Allowing only fast-forward merges could give you the best of both worlds, as the Git server will not alternate or add any commits. This requires that you are keeping your PRs up to date with the master all the time.

Best practice

We recommend using a hardware token to store your GPG certificates. In this way, you can mitigate against your key being stolen, even if your computer gets compromised. One such key is the YubiKey.

Keys stored on YubiKey are non-exportable (as opposed to file-based keys that are stored on disk) and are convenient for everyday use. Instead of having to remember and enter passphrases to unlock SSH/GPG keys, YubiKey needs only a physical touch after being unlocked with a PIN. All signing and encryption operations happen on the card, rather than in OS memory.

For a more in-depth guide, we found the descriptions in this GitHub repo to be well written. Please read this with care, as we have not done a security audit on the information provided.

Final notes

If you are running GitOps and Kubernetes, there are several ways to integrate integrity checking in the infrastructure.

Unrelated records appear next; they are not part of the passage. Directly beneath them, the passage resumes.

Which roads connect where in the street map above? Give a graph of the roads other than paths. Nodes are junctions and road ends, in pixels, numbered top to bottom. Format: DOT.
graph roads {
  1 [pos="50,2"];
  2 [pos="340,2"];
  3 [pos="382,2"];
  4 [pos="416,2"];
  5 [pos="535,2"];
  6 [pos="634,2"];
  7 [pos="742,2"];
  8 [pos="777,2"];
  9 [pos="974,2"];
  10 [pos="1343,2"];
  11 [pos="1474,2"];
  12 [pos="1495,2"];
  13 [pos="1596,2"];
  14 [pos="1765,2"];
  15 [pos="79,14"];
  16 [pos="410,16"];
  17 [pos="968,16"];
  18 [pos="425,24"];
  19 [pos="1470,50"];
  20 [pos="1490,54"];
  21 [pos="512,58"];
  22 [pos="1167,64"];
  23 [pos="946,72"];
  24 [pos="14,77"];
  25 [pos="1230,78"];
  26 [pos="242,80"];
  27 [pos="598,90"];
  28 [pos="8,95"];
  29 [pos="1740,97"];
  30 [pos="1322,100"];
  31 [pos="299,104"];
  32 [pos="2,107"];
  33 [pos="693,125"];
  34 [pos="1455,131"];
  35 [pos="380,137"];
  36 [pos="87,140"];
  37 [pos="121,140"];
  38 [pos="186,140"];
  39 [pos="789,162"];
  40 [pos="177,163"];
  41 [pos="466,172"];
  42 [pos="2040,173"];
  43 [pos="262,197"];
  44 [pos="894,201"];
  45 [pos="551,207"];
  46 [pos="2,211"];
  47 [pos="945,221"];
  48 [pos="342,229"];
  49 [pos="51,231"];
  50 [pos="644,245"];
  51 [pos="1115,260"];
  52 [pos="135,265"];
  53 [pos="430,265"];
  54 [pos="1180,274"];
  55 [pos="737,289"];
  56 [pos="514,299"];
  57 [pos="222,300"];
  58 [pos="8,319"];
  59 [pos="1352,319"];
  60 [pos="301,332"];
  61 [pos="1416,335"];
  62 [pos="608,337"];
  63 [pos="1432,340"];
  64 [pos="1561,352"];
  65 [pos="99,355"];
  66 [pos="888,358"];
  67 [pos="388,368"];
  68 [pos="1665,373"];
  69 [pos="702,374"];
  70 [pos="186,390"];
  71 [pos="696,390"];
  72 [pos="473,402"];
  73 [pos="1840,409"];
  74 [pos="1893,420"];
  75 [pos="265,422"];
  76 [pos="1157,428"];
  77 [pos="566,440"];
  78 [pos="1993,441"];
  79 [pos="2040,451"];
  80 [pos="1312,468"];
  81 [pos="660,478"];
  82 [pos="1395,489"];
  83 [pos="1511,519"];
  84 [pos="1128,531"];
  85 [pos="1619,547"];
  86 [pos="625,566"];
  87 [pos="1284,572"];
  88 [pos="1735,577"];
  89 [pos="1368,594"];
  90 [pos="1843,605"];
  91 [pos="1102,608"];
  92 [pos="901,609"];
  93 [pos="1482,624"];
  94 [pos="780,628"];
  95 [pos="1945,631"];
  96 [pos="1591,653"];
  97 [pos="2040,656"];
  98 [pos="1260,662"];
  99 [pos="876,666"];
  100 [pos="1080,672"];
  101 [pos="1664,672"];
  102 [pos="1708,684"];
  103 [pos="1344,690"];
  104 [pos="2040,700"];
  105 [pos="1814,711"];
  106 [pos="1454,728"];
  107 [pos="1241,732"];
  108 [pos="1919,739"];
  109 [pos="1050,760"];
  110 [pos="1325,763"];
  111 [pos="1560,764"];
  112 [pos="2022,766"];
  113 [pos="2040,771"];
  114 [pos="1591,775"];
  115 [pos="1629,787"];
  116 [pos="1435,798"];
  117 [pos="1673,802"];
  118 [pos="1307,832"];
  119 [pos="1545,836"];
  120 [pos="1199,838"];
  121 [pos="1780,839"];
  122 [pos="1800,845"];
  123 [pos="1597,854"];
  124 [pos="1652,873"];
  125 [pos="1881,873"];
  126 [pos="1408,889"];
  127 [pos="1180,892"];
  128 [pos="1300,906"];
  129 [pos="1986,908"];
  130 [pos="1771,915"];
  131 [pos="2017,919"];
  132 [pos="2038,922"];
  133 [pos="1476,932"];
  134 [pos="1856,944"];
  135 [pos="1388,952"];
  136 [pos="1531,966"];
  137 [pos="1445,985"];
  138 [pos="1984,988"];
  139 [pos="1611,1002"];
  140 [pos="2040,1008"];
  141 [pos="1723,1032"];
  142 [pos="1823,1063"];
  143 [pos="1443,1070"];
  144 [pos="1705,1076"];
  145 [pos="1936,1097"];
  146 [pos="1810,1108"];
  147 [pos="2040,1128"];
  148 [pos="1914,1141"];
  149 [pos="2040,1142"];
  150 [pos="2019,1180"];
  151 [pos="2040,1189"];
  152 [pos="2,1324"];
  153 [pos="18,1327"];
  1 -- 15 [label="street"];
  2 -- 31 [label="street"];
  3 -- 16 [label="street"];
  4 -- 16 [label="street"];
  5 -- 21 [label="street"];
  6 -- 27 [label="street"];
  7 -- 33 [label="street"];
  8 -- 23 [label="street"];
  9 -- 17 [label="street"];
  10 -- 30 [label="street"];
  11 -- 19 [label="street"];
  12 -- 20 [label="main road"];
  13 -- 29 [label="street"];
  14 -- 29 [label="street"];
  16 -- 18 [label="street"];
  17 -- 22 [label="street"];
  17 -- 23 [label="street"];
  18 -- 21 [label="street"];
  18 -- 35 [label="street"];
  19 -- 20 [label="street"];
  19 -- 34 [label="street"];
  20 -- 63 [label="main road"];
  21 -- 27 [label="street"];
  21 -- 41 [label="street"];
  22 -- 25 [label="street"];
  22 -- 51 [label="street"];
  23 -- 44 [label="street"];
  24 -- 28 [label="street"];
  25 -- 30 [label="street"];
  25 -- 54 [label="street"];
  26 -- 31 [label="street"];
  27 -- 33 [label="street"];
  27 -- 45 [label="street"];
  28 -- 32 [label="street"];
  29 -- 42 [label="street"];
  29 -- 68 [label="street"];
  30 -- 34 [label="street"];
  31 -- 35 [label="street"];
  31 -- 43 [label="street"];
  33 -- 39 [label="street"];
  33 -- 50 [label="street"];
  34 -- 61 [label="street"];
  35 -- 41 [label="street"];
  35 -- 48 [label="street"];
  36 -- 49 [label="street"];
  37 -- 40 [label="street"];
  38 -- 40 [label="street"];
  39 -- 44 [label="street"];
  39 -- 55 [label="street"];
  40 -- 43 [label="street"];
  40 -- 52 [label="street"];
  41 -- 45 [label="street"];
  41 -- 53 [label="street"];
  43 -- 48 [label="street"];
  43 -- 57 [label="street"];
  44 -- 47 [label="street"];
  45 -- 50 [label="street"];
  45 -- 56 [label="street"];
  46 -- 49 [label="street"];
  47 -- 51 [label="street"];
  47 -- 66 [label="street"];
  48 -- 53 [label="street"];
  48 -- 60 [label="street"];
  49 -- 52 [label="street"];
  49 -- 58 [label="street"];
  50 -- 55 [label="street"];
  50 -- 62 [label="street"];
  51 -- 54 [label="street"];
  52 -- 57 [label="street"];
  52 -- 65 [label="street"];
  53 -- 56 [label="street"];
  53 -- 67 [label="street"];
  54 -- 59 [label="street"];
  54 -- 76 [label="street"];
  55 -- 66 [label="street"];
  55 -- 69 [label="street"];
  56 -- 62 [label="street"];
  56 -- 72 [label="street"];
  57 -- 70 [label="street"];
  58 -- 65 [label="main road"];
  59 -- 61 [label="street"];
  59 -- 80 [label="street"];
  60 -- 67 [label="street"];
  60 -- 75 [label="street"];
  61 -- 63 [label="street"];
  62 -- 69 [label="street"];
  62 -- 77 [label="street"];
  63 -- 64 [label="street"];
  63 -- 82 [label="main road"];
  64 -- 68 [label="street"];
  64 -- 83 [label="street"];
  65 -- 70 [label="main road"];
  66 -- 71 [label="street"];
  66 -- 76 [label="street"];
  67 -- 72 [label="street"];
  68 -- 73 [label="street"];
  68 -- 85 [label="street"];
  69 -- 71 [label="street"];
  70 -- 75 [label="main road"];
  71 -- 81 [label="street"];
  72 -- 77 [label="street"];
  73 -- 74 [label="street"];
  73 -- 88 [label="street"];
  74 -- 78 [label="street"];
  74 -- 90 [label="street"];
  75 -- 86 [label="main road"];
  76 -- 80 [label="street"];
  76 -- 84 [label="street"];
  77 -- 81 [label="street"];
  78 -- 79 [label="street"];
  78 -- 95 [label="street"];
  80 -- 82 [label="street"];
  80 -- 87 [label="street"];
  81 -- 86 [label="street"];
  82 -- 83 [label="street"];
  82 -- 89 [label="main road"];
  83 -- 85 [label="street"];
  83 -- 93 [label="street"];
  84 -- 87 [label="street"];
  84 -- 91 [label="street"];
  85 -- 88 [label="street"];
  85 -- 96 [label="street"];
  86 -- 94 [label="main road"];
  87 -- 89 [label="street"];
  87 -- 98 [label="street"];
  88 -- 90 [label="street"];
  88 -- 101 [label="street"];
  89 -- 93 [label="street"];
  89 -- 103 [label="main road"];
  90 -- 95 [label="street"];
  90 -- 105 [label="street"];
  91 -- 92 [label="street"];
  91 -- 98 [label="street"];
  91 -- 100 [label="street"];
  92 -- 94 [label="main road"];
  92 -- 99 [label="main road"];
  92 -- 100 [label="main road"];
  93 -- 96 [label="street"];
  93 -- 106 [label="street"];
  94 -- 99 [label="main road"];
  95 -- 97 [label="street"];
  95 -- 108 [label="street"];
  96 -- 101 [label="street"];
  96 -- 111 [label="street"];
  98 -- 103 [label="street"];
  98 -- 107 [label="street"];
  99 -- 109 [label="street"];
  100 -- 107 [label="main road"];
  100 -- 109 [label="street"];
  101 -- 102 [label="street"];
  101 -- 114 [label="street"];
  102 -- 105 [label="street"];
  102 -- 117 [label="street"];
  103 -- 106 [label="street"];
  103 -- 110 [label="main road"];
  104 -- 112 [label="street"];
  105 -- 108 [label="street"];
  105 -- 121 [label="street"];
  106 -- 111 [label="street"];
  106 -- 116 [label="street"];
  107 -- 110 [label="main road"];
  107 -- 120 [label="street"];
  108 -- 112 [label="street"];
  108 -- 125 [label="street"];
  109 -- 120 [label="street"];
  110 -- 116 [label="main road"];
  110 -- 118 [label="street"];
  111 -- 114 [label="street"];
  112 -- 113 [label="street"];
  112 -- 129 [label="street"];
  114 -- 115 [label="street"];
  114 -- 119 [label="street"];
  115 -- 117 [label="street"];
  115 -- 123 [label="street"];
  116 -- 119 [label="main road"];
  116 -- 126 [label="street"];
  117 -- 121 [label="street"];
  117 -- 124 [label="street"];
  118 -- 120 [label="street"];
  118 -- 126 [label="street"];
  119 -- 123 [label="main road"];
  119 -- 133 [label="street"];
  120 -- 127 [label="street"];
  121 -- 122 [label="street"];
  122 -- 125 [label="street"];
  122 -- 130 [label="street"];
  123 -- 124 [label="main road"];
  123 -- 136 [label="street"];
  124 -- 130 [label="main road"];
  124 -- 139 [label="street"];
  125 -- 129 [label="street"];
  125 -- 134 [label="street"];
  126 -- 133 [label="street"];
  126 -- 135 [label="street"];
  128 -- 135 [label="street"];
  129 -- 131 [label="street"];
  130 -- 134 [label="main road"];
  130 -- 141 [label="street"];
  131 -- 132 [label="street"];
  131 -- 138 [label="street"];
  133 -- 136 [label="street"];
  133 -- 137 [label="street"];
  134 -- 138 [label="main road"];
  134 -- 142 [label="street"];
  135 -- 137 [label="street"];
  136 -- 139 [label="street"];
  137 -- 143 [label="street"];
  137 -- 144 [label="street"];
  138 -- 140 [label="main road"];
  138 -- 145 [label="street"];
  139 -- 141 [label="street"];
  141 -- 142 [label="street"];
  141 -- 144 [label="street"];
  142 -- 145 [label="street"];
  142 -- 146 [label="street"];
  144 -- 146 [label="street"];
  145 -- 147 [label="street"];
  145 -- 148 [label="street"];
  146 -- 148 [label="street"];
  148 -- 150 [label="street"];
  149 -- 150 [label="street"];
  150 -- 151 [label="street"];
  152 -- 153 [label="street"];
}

For example, if the SRE signs all commits, the GitOps agent can verify Git commit signatures before applying changes to Kubernetes. This provides end-to-end integrity in the delivery of infrastructure changes. 

To validate images, we could use reproducible builds. However, this is rather complicated in practice and not without its own problems. For example, the pipeline doing the secondary build must not be susceptible to the same attacks as the primary pipeline.

Secure traceability in your software delivery chain

When breaches occur, we tend to focus on the theft of intellectual property in the form of source code. But we instead need to shift our focus over to securing traceability in our software delivery chain to avoid attacks like the one targeted at SolarWinds.

Signing and verifying each commit mitigates the risk of a malicious attacker inserting exploits in your software without you knowing it, thereby compromising your software integrity.

Doing this right requires new tools and the belief that everyone is knowledgeable around the use of said tools. The alternative has shown itself to be devastating to a point where we must ask ourselves if we are willing to take that risk.